Neither does her teacher, Bryan Proffitt.

"In order for me to be an ‘A’ teacher, I need ‘A’ resources," Proffitt, a Hillside High School teacher, told board members Thursday night.

Those resources will be severely limited as board members consider a $383.4 million budget, down from $451.9 million budgeted last year. Along with other cuts, the proposal reflects $20 million of reductions in state and county funding.

Teachers are among the biggest losers. They make up 263 out of the 323 positions proposed to be cut . This will result in class sizes at every grade level increasing by almost four students. Those who remain will have no funding for staff development. The school district employs 4,600, about half of those teachers, according to the district’s website.

The job reductions represent $18.9 million, or 85 percent, of the $20 million reduction. Cuts last year totaled 298 positions.

"What do we say, what do we do that will resonate with county commissioners and state legislators to find education funding," Kristy Moore, president of the Durham Association of Educators, said before the meeting. "We have to find ways to raise funds for education. We cannot keep saying it’s OK to cut education. We can’t balance a budget off the backs of children."

Aging textbooks

Next are students. State funding for textbooks, technology, literacy coaches and remediation tutors have been eliminated. Students are reading textbooks that are up to eight years old. Science and math classes, among others, will be affected because of their heavy use of technology.

Elisa, 17, a junior at Hillside, considers that a ‘C’ education. She was one of several students, teachers and parents who asked the board to reconsider the proposed teacher cuts.

"I’m tired of seeing all my classmates struggle to accomplish what they want to do in school because of what all of these budget cuts have done on us," said Elisa, who will participate in a rally today in support of better school funding. "If you care about our education, you would turn in a good full-funded proposal for the schools."

Other cuts include funding for off-duty officers in middle school s, supplies ranging from building materials to gas and tires, and reducing courier services and cell phone usage.

Things may get worse. The proposed state budget, if it passes as is, would mean an additional $1 million loss for the district and create further job cuts.

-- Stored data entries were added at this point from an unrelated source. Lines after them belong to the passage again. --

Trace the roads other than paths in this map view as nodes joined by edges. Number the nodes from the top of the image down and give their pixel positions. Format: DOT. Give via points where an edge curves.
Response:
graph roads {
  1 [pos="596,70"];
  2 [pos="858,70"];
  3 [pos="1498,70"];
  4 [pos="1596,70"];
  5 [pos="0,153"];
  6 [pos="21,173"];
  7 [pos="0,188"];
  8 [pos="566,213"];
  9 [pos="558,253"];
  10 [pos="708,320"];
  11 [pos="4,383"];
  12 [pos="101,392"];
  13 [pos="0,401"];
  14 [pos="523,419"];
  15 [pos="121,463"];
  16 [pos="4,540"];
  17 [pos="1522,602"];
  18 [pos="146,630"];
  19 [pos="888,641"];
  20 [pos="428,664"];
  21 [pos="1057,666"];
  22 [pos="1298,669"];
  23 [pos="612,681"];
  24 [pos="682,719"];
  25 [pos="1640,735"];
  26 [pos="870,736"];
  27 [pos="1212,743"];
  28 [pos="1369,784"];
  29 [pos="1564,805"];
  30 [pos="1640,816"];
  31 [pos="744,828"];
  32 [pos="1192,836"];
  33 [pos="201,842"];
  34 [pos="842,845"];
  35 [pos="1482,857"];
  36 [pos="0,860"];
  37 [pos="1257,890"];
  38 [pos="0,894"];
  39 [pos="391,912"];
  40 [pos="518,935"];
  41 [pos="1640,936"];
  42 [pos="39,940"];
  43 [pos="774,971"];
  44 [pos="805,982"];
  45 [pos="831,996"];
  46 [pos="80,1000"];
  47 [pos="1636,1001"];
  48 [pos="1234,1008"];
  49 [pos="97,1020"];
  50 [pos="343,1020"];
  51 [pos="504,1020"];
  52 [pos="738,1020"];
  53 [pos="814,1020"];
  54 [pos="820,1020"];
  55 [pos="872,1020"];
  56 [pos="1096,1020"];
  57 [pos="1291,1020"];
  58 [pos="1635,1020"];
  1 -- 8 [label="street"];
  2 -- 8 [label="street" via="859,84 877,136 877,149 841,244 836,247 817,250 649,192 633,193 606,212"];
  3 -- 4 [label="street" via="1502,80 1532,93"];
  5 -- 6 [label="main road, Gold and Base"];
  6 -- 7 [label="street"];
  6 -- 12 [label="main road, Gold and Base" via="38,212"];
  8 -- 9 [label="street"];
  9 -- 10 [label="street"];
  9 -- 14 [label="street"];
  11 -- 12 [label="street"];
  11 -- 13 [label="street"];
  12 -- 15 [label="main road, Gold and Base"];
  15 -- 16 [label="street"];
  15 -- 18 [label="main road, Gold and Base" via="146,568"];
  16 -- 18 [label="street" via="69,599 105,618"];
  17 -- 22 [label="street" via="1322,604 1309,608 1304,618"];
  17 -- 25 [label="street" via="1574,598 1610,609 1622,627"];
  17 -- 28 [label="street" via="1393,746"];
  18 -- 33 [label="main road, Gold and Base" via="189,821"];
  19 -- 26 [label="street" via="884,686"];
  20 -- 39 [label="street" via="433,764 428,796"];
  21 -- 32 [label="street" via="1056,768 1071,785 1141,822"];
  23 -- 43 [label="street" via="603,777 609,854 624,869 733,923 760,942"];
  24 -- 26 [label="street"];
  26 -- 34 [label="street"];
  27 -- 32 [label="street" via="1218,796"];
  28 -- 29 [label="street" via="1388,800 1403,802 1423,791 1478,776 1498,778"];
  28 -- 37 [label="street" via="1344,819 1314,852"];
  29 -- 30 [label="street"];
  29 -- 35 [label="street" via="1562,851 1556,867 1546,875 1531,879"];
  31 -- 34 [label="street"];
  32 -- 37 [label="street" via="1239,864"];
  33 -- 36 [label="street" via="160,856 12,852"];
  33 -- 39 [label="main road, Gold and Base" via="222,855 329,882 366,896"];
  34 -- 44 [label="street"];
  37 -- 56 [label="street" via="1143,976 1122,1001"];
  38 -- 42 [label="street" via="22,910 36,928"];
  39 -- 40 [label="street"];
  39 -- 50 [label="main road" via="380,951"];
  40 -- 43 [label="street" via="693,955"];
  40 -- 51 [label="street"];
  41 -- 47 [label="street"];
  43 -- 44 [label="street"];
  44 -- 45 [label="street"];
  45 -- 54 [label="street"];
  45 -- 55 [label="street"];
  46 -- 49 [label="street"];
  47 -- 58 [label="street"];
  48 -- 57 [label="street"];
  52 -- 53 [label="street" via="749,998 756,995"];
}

On top of that, federal dollars that currently pay for 164 positions will end after the 2010-11 school year. Without those jobs, Interim Superintendent Hank Hurd said the result would be "catastrophic."

"We’re still reeling from the freeze that the state imposed last spring," he said before the meeting. "It’s a miracle that this district hasn’t been insolvent this year. It’s been that serious. We can’t overemphasize the fact that our reserves have been depleted by the state."

State funding cuts in 2008-09 has caused the district’s savings to drop from $4.5 million to just over $800,000, forcing school officials to implement a spending freeze.

A district of Durham’s size should have about $16 million in savings to be considered financially healthy. The district is dangerously close to financial crisis, finance officer Carolyn Olivarez told board members.

Low-performing schools

The proposed cuts come at a history-defining time for the district.

In 2004, Superior Court Judge Howard Manning threatened to shut down 66 high schools across the state, including three in Durham, because of low test scores. School officials must go before the judge again Tuesday to present a plan to turn around the district’s lowest performing schools.

Meanwhile, school board members quickly thought up some suggestions to save teaching positions, including donations from school board members and top-level administrators, more parents driving their children to school, reducing administration travel and expenses and raising taxes.

"We are a choice district," Board Chairwoman Minnie Forte-Brown said. "We’re a district that says we’re on the move. We need $13 million."